** Assignment **
Search the records for the string "pinky", then copy each line that has it.

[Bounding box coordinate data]

____________

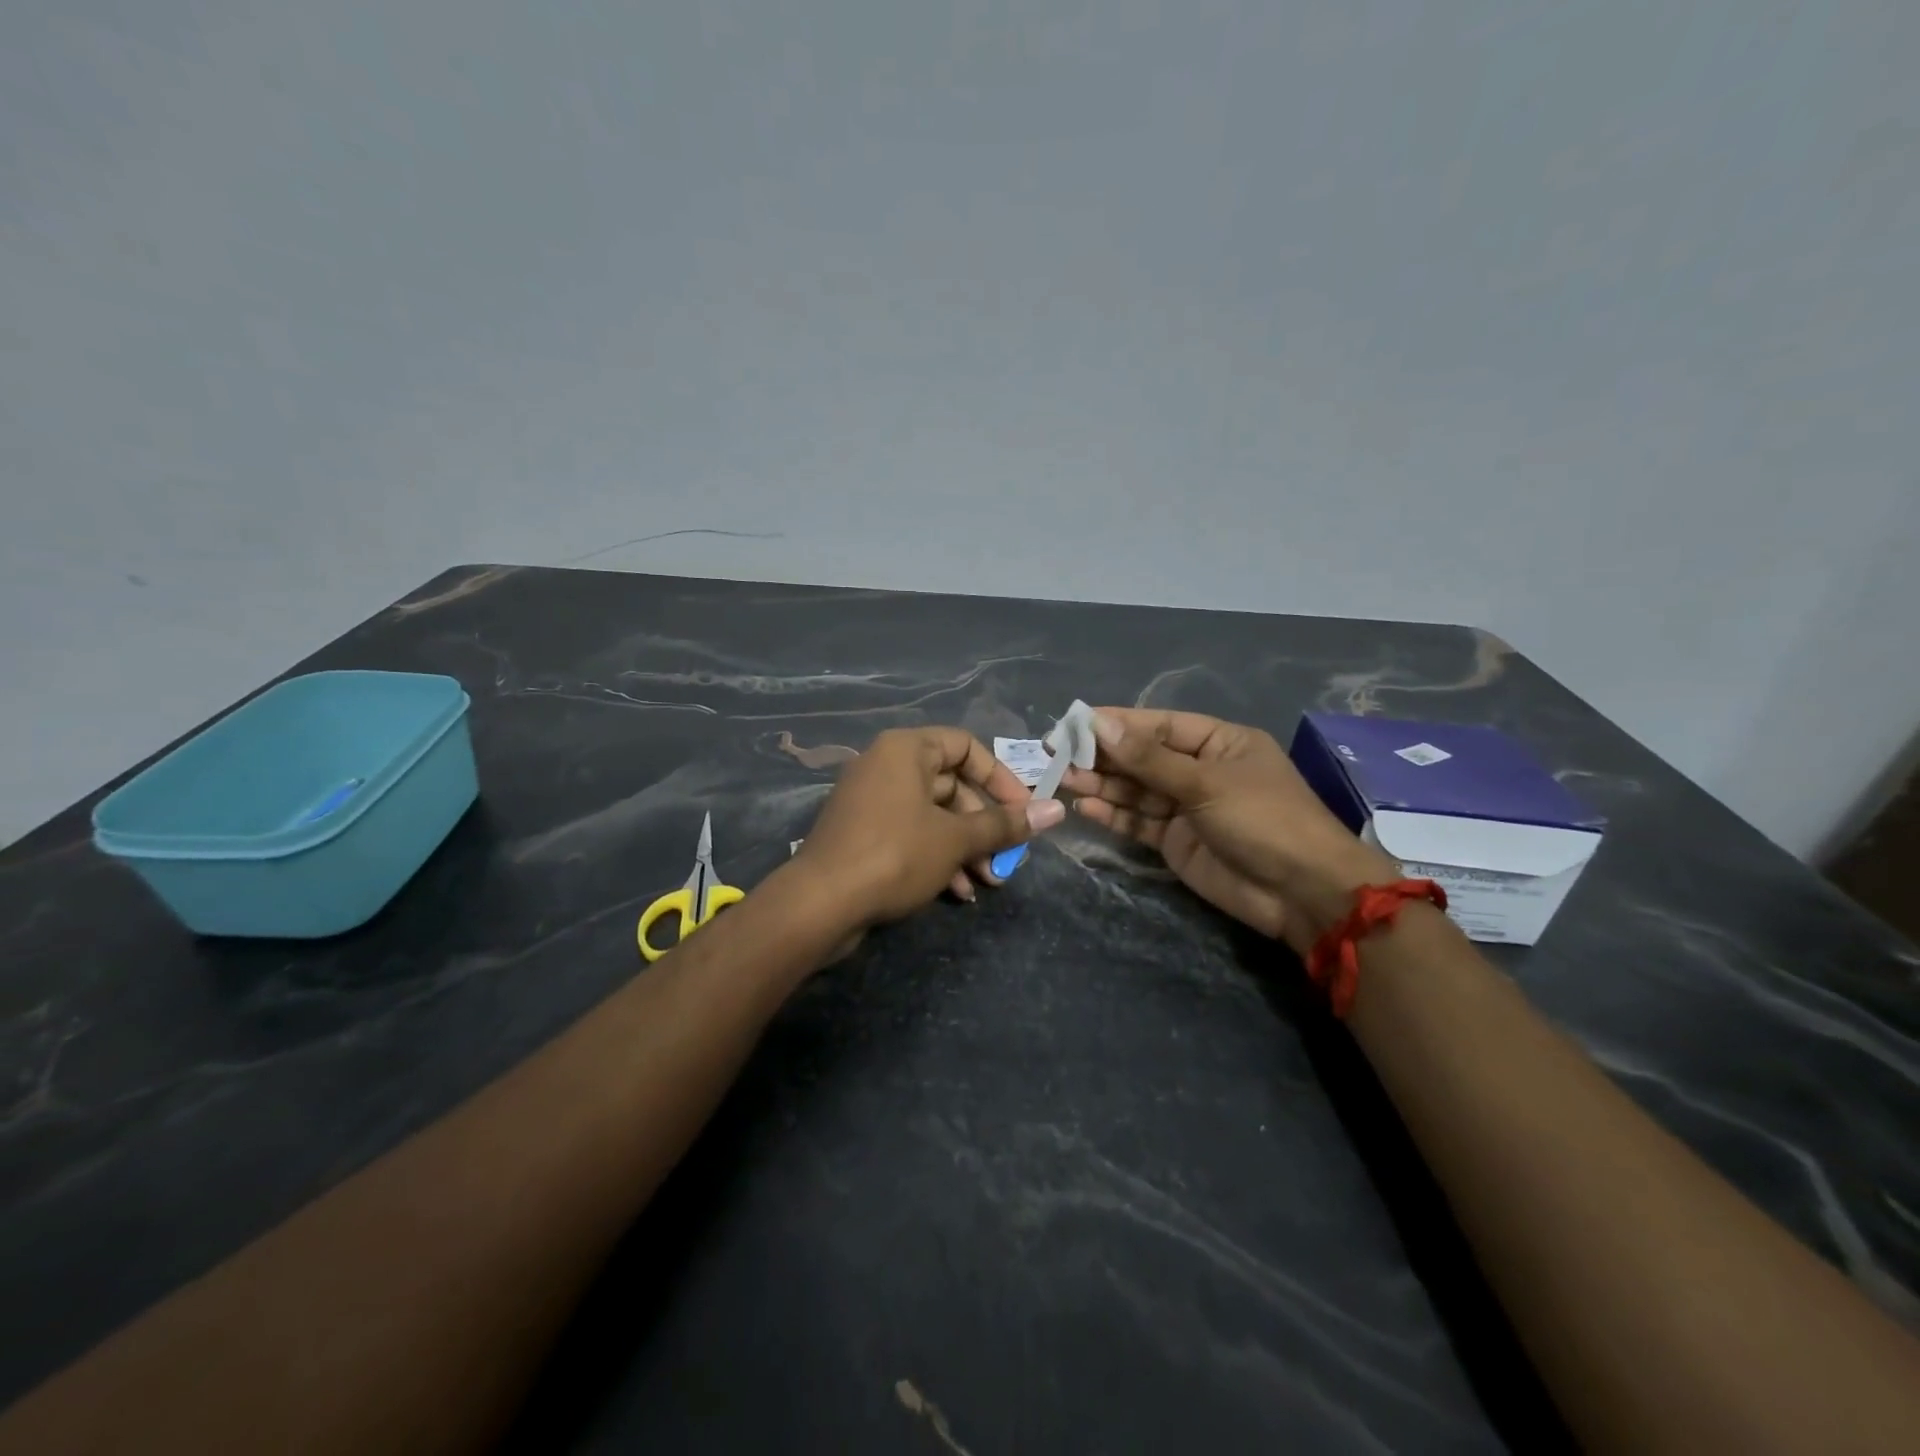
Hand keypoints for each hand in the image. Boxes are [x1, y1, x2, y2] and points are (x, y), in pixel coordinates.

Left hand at [796, 727, 1065, 930]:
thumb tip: (1057, 810)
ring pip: (932, 815)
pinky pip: (910, 834)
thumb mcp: (956, 839)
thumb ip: (1005, 824)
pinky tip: (956, 892)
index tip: (1023, 811)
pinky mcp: (862, 834)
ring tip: (986, 883)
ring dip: (964, 848)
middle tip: (1005, 859)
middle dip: (983, 826)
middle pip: (951, 786)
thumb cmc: (894, 854)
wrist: (819, 903)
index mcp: (906, 750)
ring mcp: (871, 801)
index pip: (966, 746)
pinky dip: (936, 857)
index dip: (1000, 778)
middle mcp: (886, 766)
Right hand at [1062, 708, 1394, 953]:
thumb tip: (1099, 724)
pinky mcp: (1177, 842)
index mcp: (1219, 743)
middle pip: (1143, 757)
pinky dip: (1114, 815)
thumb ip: (1149, 759)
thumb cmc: (1263, 820)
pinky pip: (1139, 822)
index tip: (1074, 723)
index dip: (1117, 723)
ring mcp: (1188, 808)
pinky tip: (1086, 808)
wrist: (1302, 893)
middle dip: (1104, 756)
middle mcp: (1201, 770)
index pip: (1159, 725)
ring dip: (1103, 785)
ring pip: (1137, 790)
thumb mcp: (1206, 783)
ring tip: (1064, 779)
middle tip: (1056, 753)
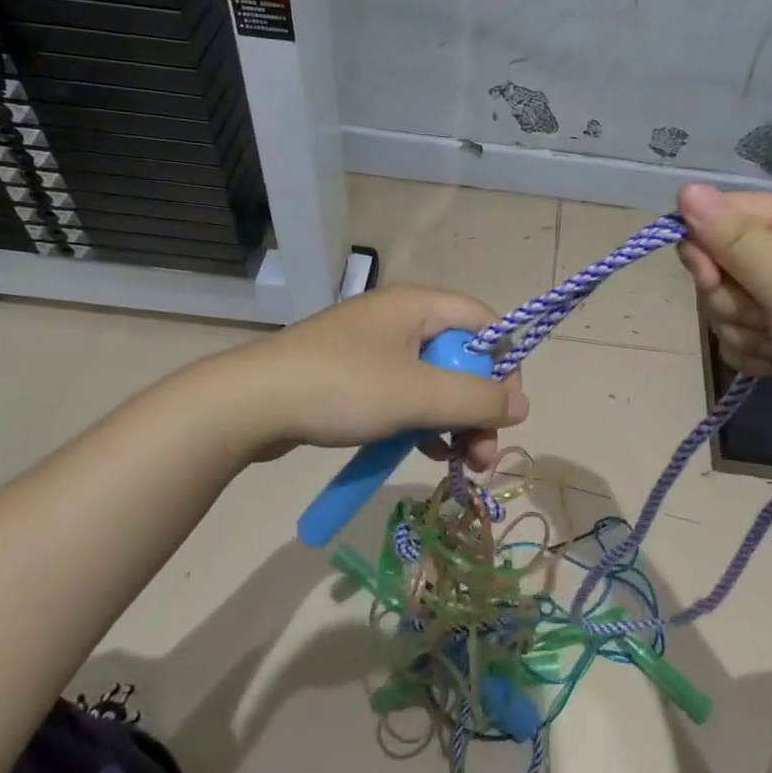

____________

** Result below **
pinky pip: (910, 834)
pinky tip: (956, 892)
pinky mcp: (862, 834)
pinky dip: (936, 857)
pinky mcp: (1177, 842)
pinky dip: (1114, 815)
pinky pip: (1139, 822)
pinky tip: (1086, 808)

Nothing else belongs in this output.